A quantum view of a cosmos can only be constructed relative to a classical view.  So we have to start with a classical toy cosmos.

The instantaneous state of this cosmos consists of just two boolean —true/false— variables, a and b; so there are only four possible states for the cosmos to be in, which we call TT, TF, FT, FF (listing a then b).  Time advances discretely from one moment  t  to the next  t+1, and we're allowed to apply some experimental apparatus across that interval that determines how the state at  t+1  depends on the state at  t.  There are just three kinds of experimental apparatus, each of which has two variants depending on whether it's focused on  a  or  b:

  • set v: causes the variable to be true in the next state.
  • clear v: causes the variable to be false in the next state.
  • copy v: causes the value of the variable in the old state to become the value of both variables in the next state.
Nothing changes unless explicitly changed by the apparatus.

For example, from state TF, here are the states produced by the six possible experiments:

TF set a TF
TF set b TT
TF clear a FF
TF clear b TF
TF copy a TT
TF copy b FF

Quantum toy cosmos

A quantum state of the cosmos consists of a vector indexed by classical states; that is,  q = ⟨ws⟩  where s varies over the four classical states of the cosmos (in order TT, TF, FT, FF).
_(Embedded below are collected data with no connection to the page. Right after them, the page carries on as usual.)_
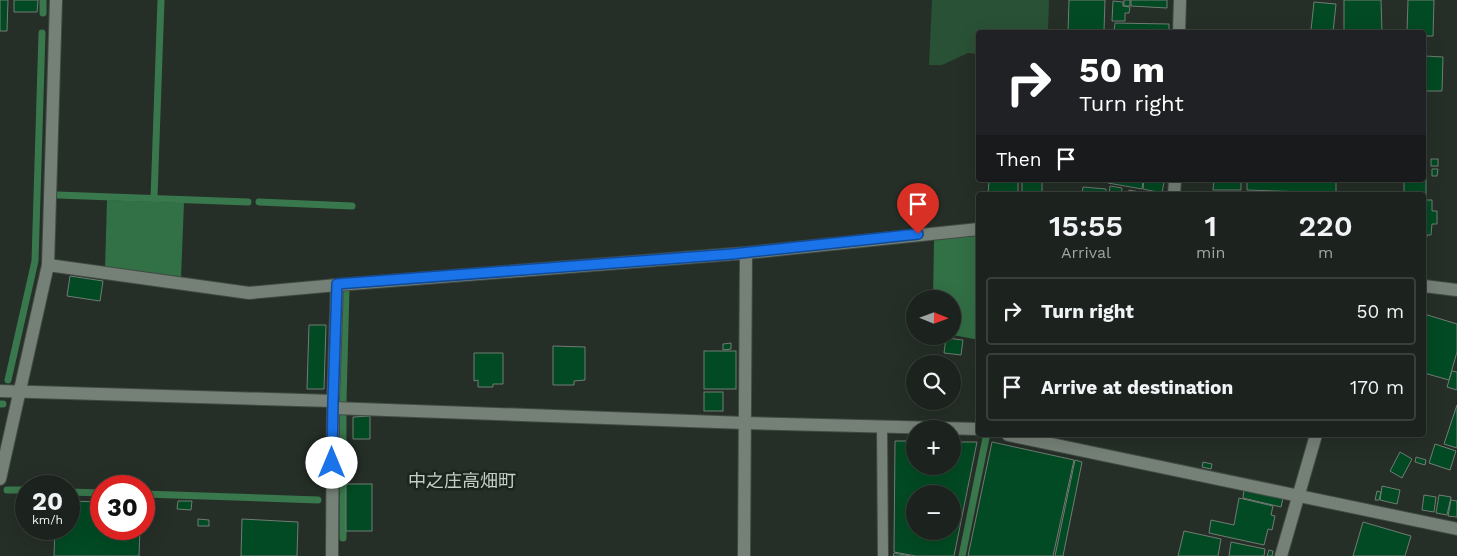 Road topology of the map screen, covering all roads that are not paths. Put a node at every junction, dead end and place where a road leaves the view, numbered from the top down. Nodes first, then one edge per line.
1 (56, 0) edge
2 (1180, 0) edge
3 (1179, 30) edge
4 (976, 229) edge
5 (746, 253) junction
6 (48, 265) junction
7 (337, 284) junction
8 (1426, 286) edge
9 (1457, 290) edge
10 (0, 391) edge
11 (19, 392) junction
12 (333, 404) junction
13 (745, 423) junction
14 (882, 427) junction
15 (976, 429) edge
16 (1018, 437) edge
17 (1315, 437) edge
18 (0, 479) edge
19 (1299, 495) junction
20 (1457, 529) edge
21 (332, 556) edge
22 (744, 556) edge
23 (883, 556) edge
24 (1281, 556) edge

1 - 6 street
2 - 3 street
4 - 5 street
5 - 7 street
5 - 13 street
6 - 7 street
6 - 11 street
7 - 12 street
8 - 9 street
10 - 11 street
11 - 12 street
11 - 18 street
12 - 13 street
12 - 21 street
13 - 14 street
13 - 22 street
14 - 15 street
14 - 23 lane
16 - 19 street
17 - 19 street
19 - 20 street
19 - 24 street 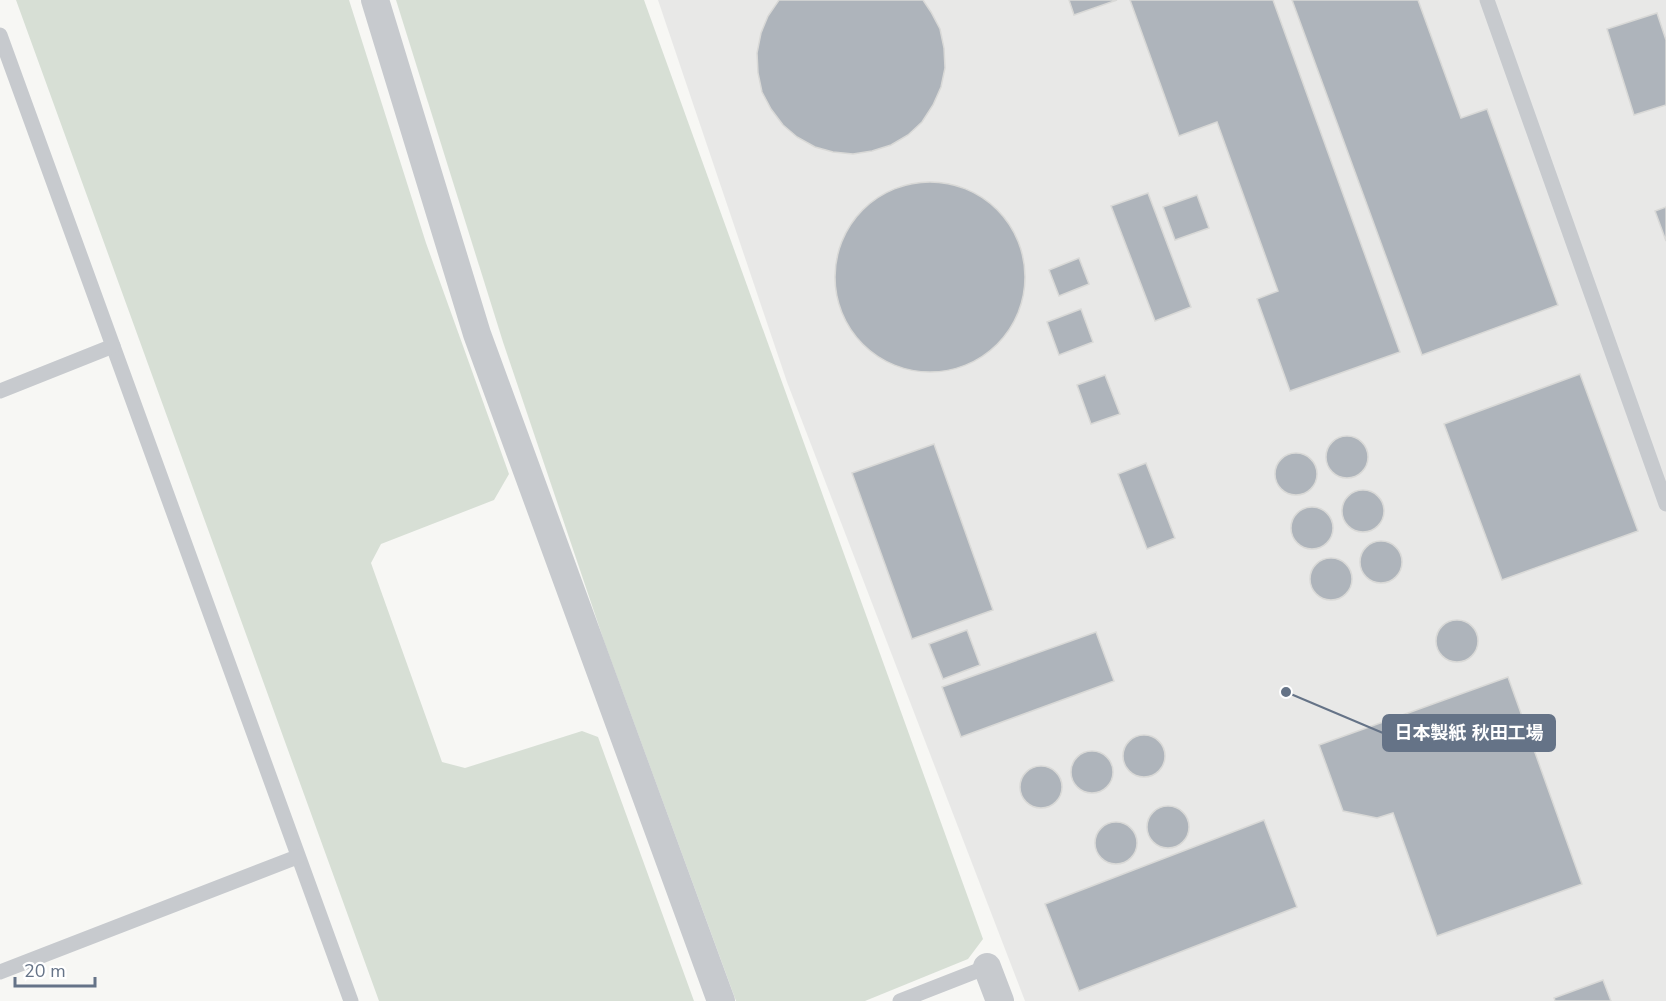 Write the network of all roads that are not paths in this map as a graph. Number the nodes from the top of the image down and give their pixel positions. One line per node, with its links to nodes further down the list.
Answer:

We understand a quantum state to determine a probability distribution of classical states of the toy cosmos; for quantum state  q, we denote the probability of classical state  s  by  ps(q).

As always when reasoning about quantum mechanics — but this bears repeating, to keep the concepts straight — we, as physicists studying the mathematics of the situation, are not observers in the technical sense of quantum theory.  That is, we are not part of the toy cosmos at all.  We can reason about the evolution of the quantum state of the toy cosmos; how an experiment changes the probabilities from time  t  to time  t+1, from  ps(qt)  to  ps(qt+1); and our reasoning does not alter the system.  Observation is one of the possible processes within the toy cosmos, which we will eventually get around to reasoning about, below.

What sorts of values, though, are the weights  ws  within the quantum state?

In current mathematical physics, one would expect these weights to be what's called a gauge field — one of those terms that doesn't mean much to outsiders but, to those in the know, carries along a great deal of extra baggage.  We don't want that baggage here; and it's worth a moment just to consider why we don't want it.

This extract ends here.